> WHAT IS REQUIRED
Among the records below, which lines contain the string "Gains"? Report them.
**** RECORDS PROVIDED
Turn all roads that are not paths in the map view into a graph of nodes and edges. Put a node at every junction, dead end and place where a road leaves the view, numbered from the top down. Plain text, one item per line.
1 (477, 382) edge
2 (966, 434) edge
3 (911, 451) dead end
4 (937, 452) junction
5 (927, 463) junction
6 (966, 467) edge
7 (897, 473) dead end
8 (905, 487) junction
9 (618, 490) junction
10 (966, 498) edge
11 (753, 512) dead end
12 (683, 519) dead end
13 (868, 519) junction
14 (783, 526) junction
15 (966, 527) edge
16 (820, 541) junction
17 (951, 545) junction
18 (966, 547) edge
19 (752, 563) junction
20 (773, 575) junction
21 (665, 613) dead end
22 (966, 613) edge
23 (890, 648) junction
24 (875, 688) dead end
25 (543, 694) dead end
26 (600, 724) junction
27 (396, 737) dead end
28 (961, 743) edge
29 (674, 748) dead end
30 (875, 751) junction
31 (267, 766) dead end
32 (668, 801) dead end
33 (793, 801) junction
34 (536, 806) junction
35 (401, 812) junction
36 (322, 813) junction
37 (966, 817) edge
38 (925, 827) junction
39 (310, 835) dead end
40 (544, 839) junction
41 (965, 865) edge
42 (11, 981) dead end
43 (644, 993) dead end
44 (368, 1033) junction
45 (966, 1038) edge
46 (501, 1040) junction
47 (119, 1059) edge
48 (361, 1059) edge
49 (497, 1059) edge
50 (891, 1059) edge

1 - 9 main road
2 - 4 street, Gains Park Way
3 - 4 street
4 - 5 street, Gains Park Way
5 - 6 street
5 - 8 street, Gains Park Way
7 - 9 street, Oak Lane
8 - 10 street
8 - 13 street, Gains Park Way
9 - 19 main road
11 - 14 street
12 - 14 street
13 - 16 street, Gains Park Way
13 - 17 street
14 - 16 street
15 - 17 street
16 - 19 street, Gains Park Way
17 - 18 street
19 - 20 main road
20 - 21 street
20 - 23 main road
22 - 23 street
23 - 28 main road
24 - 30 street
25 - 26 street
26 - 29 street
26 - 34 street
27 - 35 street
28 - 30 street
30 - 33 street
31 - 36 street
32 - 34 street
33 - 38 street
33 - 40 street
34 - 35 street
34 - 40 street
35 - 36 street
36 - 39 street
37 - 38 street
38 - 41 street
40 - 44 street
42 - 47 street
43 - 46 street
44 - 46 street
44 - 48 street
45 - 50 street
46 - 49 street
********
> WRITTEN SOLUTION
2 - 4 street, Gains Park Way
4 - 5 street, Gains Park Way
5 - 8 street, Gains Park Way
8 - 13 street, Gains Park Way
13 - 16 street, Gains Park Way
16 - 19 street, Gains Park Way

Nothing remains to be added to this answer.